3.2. Die Ukraine – ein durch und durch reaktionärer kapitalistischer Staat
Es ist ein Hohn, wenn Bundeskanzler Olaf Scholz/SPD behauptet: Der Krieg Russlands gegen die Ukraine »richtet sich gegen alles, was Demokratie ausmacht«.[57] In Wirklichkeit wurde in der Ukraine unter der Herrschaft der Oligarchen und auch der Regierung Wolodymyr Selenskyjs alles, was bürgerliche Demokratie ausmacht, schon in den Jahren zuvor unterdrückt. 2015 wurden kommunistische Symbole verboten, Arbeiterkämpfe auch nach Antritt der Regierung Selenskyjs unterdrückt. Jahrelang lehnte die EU den Aufnahmewunsch der Ukraine ab, weil diese wesentliche Aufnahmekriterien nicht erfüllte wie eine »stabile und rechtsstaatliche Demokratie, … aber auch … eine funktionsfähige und wettbewerbsfähige Marktwirtschaft«.[58] Noch im September 2021, also lange nach der Wahl Selenskyjs zum Präsidenten 2019, bescheinigte der Europäische Rechnungshof (ECA) der Ukraine »Großkorruption (als) ein zentrales Problem«.[59] Die Organisation humedica erklärte schon 2021 zur sozialen Lage in der Ukraine:
»Ein Monatseinkommen von rund 350 Euro und Lebenshaltungskosten auf westeuropäischem Standard – heute gelten mehr als 45 Prozent der Bevölkerung als arm. … Wer in der Ukraine auf ärztliche Hilfe angewiesen ist oder ein krankes oder gar behindertes Kind auf die Welt bringt, der steht häufig vor dem finanziellen Ruin.«[60]
Dagegen besaßen 2021 allein die sieben reichsten Männer des Landes ein Privatvermögen von 11,9 Milliarden US-Dollar.[61] Im Januar 2022 trat in der Ukraine ein rassistisches Sprachengesetz in Kraft, das die russische Sprache im öffentlichen Raum diskriminiert – obwohl 40 Prozent der ukrainischen Bevölkerung im privaten Umfeld russisch sprechen.
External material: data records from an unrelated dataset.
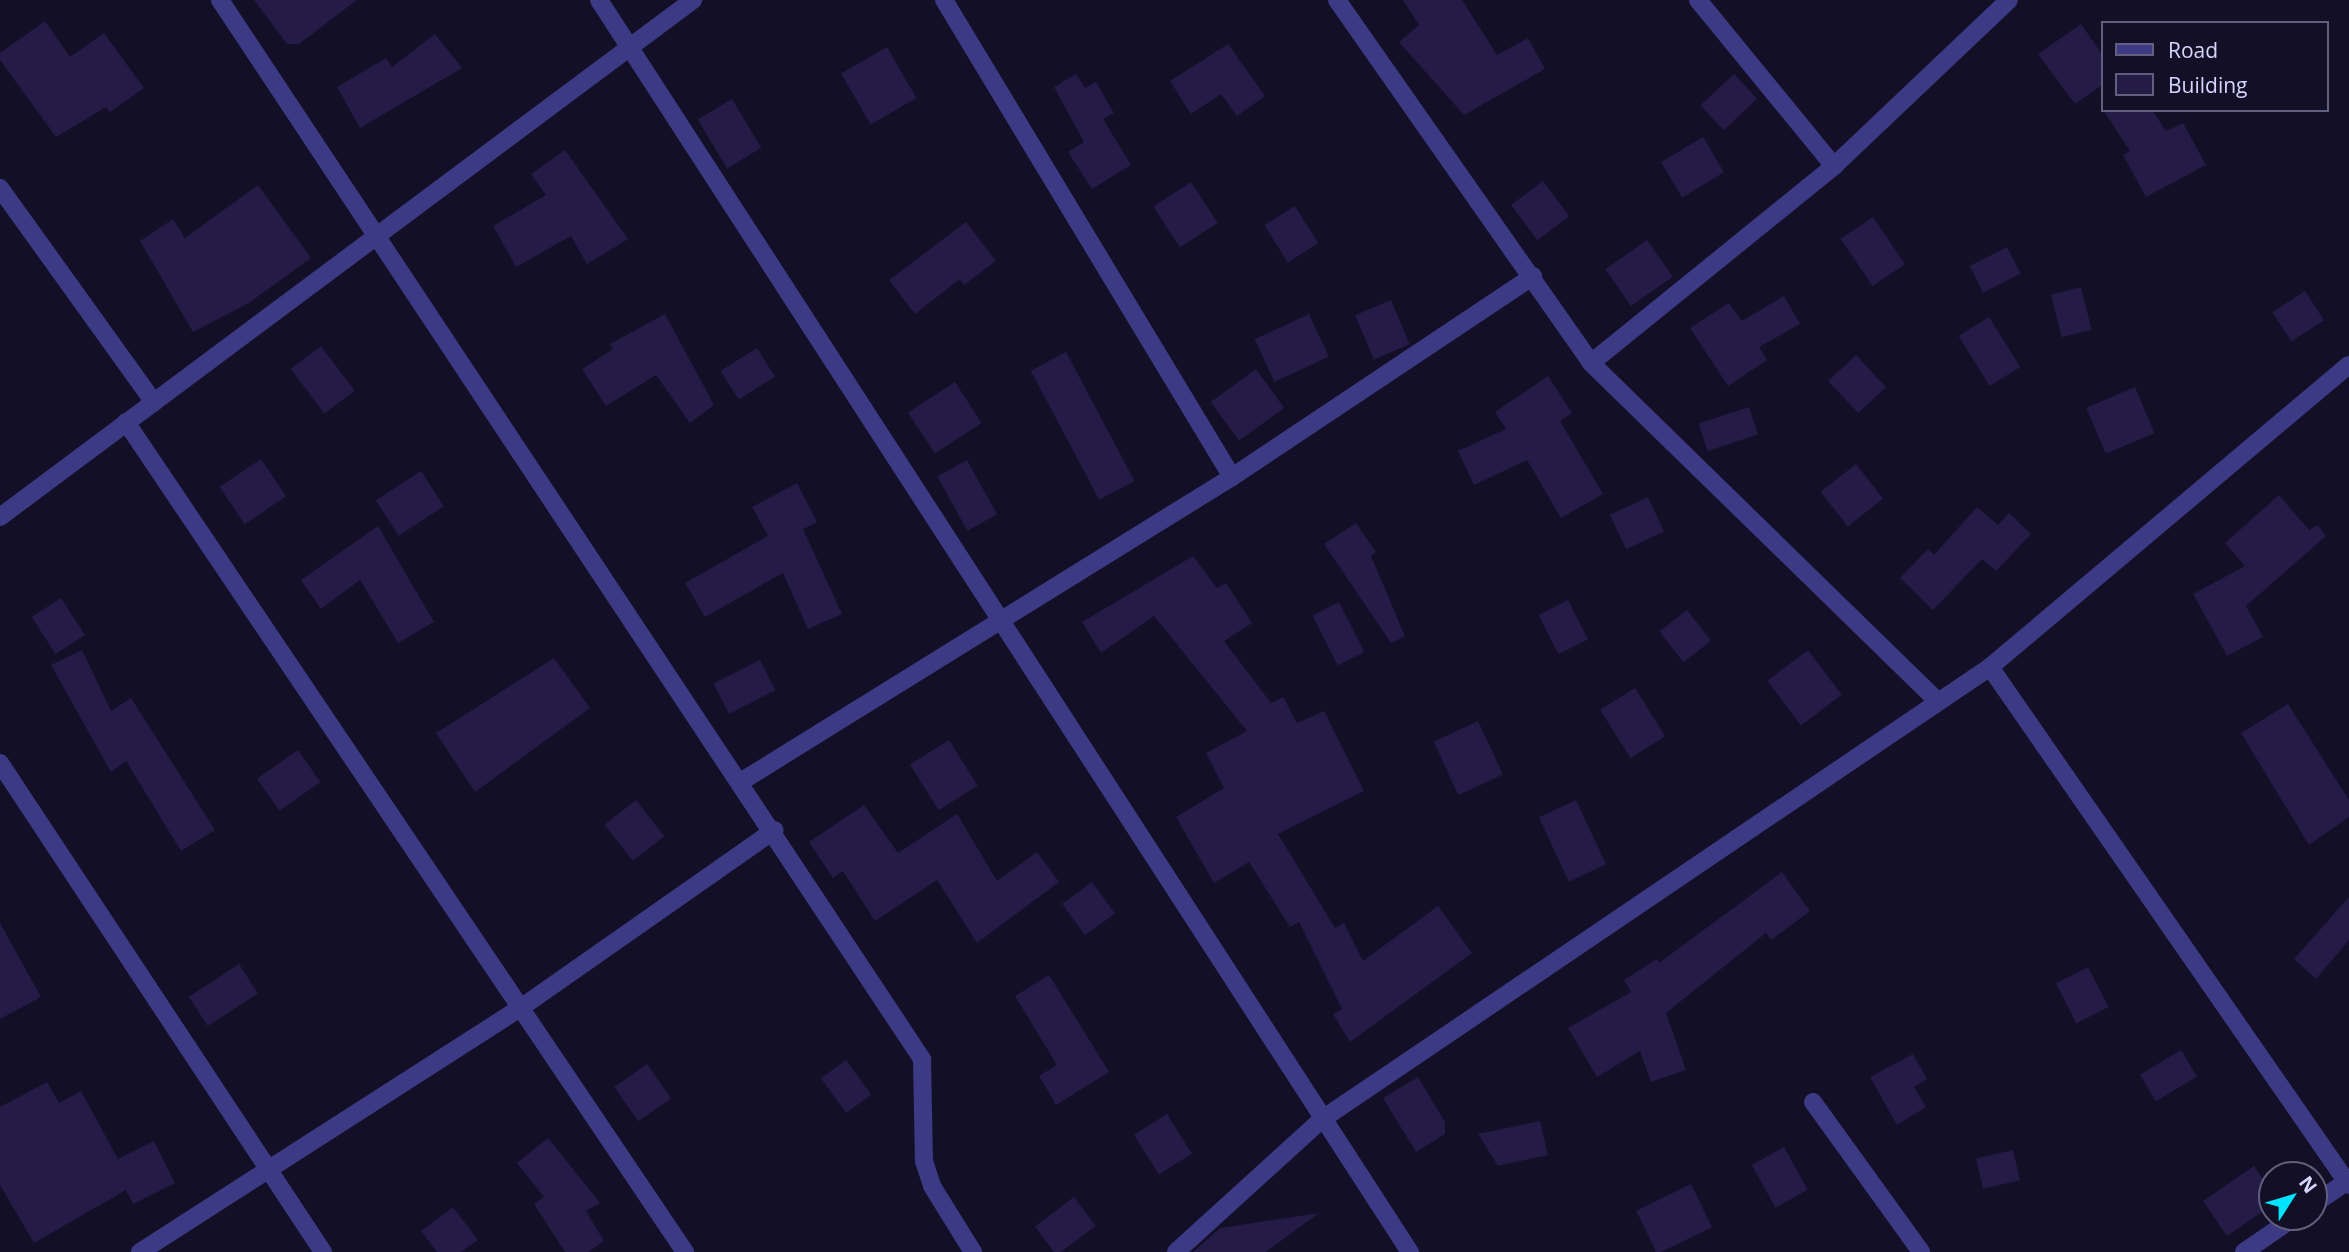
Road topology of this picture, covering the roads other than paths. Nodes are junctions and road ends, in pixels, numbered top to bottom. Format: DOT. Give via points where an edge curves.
graph roads {
  1 [pos="220,0"];
  2 [pos="599,0"];
  3 [pos="693,0"];
  4 [pos="944,0"];
  5 [pos="1337,0"];
  6 [pos="1698,0"];
  7 [pos="2009,0"];
  8 [pos="631,46"];
  9 [pos="1834,166"];
  10 [pos="0,188"];
  11 [pos="375,237"];
  12 [pos="1533,276"];
  13 [pos="1591,363"];
  14 [pos="2349,365"];
  15 [pos="155,402"];
  16 [pos="126,422"];
  17 [pos="1232,477"];
  18 [pos="0,517"];
  19 [pos="998,624"];
  20 [pos="1990,667"];
  21 [pos="1937,701"];
  22 [pos="0,763"];
  23 [pos="742,781"];
  24 [pos="775,830"];
  25 [pos="519,1010"];
  26 [pos="1813,1102"];
  27 [pos="1321,1120"];
  28 [pos="264,1168"];
  29 [pos="2348,1182"];
  30 [pos="2328,1195"];
  31 [pos="2275,1231"];
  32 [pos="140,1252"];
  33 [pos="323,1252"];
  34 [pos="685,1252"];
  35 [pos="973,1252"];
  36 [pos="1176,1252"];
  37 [pos="1410,1252"];
  38 [pos="1921,1252"];
  39 [pos="2244,1252"];
  1 -- 11 [label="street"];
  2 -- 8 [label="street"];
  3 -- 8 [label="street"];
  4 -- 17 [label="street"];
  5 -- 12 [label="street"];
  6 -- 9 [label="street"];
  7 -- 9 [label="street"];
  8 -- 11 [label="street"];
  8 -- 19 [label="street"];
  9 -- 13 [label="street"];
  10 -- 15 [label="street"];
  11 -- 15 [label="street"];
  11 -- 23 [label="street"];
  12 -- 13 [label="street"];
  12 -- 17 [label="street"];
  13 -- 21 [label="street"];
  14 -- 20 [label="street"];
  15 -- 16 [label="street"];
  16 -- 18 [label="street"];
  16 -- 25 [label="street"];
  17 -- 19 [label="street"];
  19 -- 23 [label="street"];
  19 -- 27 [label="street"];
  20 -- 21 [label="street"];
  20 -- 29 [label="street"];
  21 -- 27 [label="street"];
  22 -- 28 [label="street"];
  23 -- 24 [label="street"];
  24 -- 25 [label="street"];
  24 -- 35 [label="street" via="922,1059 924,1161 932,1186"];
  25 -- 28 [label="street"];
  25 -- 34 [label="street"];
  26 -- 38 [label="street"];
  27 -- 36 [label="street"];
  27 -- 37 [label="street"];
  28 -- 32 [label="street"];
  28 -- 33 [label="street"];
  29 -- 30 [label="street"];
  31 -- 39 [label="street"];
}
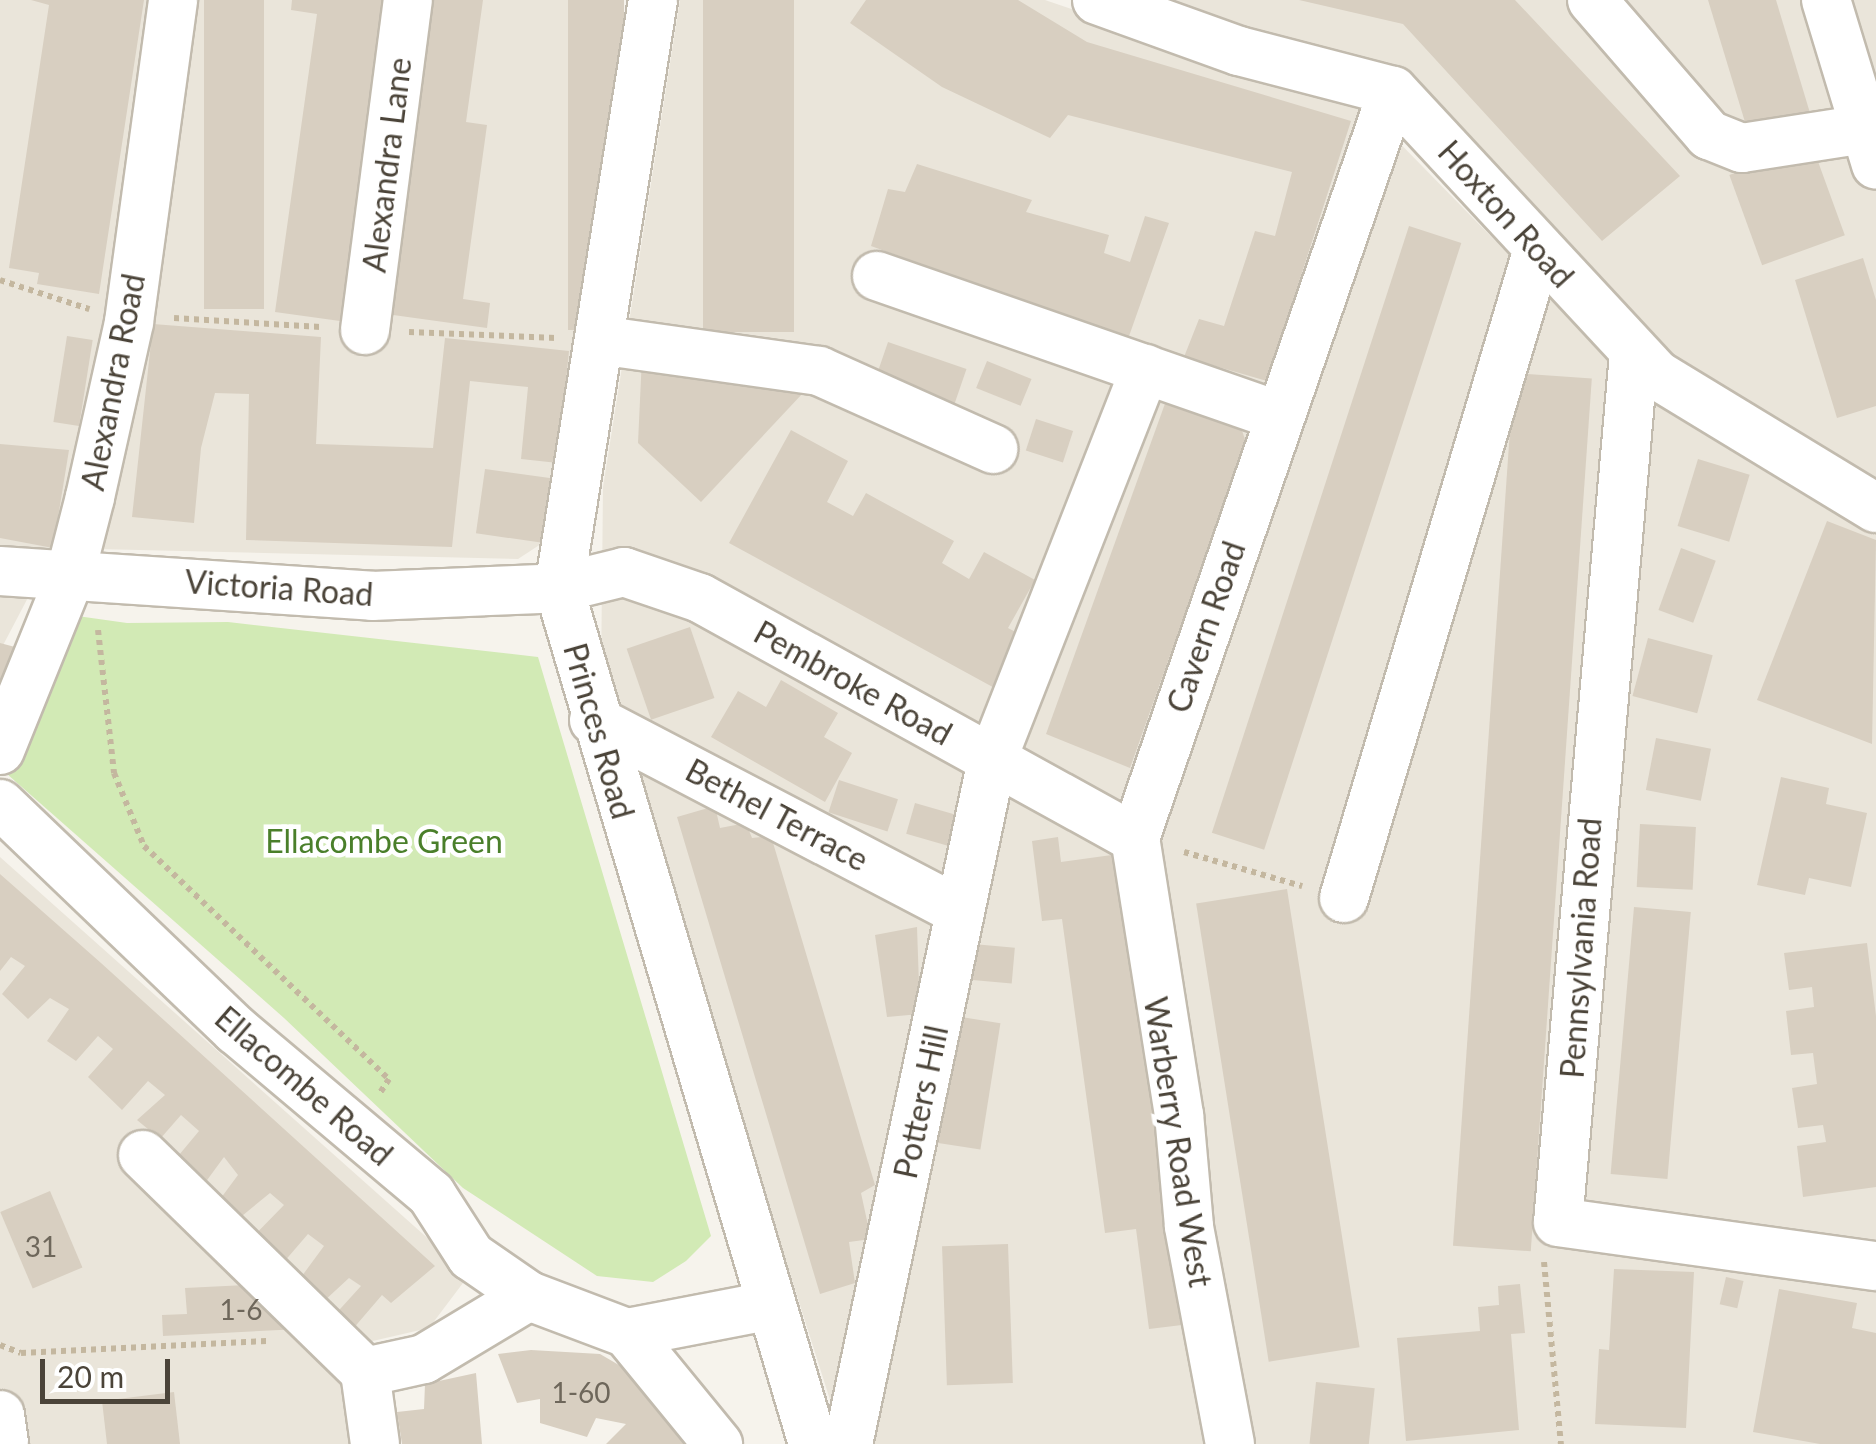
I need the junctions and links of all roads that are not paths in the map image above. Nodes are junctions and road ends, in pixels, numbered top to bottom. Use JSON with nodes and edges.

Mit Kriegsbeginn wurde in der Ukraine das Kriegsrecht verhängt und sämtliche demokratischen Rechte und Freiheiten wurden aufgehoben. Die Gewalt wurde zur hauptsächlichen Herrschaftsmethode: Zwangsarbeit, Enteignung, Beschränkung der Freizügigkeit, vollständiges Verbot von Versammlungen und Streiks, Parteiverbote, Medienzensur, allgemeine Wehrpflicht, Internierung von Ausländern oder Aussetzung von Wahlen.
Jede Opposition gegen das Selenskyj-Regime wird inzwischen mit dem Vorwurf »prorussischer Aktivität« verfolgt und ausgeschaltet. Per Dekret verbot der Präsident am 18. März 2022 die Aktivitäten von elf oppositionellen Parteien, darunter der Block linker Kräfte, die Linke Opposition und die Sozialistische Partei der Ukraine. Am 20. März folgte ein Dekret zur Zusammenlegung aller nationalen Nachrichtensender unter Kontrolle der Regierung.
Die ICOR-Organisation Koordinierungsrat der Arbeiterbewegung der Ukraine (KSRD) berichtet von besonderen Angriffen auf die Arbeiterklasse:
»Gleichzeitig haben die ukrainischen Behörden unter dem Kriegsrecht das Arbeitsrecht verschärft. … wesentlich einfachere Entlassung von Arbeiterinnen und Arbeitern, die Erhöhung der Wochenarbeitszeit von 40 auf 60 Stunden und die Abschaffung staatlicher Feiertage. … Jegliche Streiks sind verboten.«[62]
Es ist an Heuchelei kaum zu überbieten, wie Wolodymyr Selenskyj – bestens inszeniert im olivgrünen T-Shirt und mit Dreitagebart – international in den Massenmedien als tapferer Verteidiger von Freiheit und Demokratie auftritt.
Die Arbeiterklasse und die breiten Massen in der Ukraine haben jedes Recht, sich gegen die imperialistische Aggression Russlands mit der Waffe in der Hand zu wehren. Doch im Kampf für sofortigen Frieden ist diese Regierung kein ehrlicher Partner. Erst recht im Kampf für soziale Befreiung muss auch ein Sieg über die eigene Regierung, der Sturz des reaktionären Selenskyj-Regimes, errungen werden. Diesem komplizierten Zweifrontenkrieg der ukrainischen Massen gehört die volle Solidarität des proletarischen Internationalismus.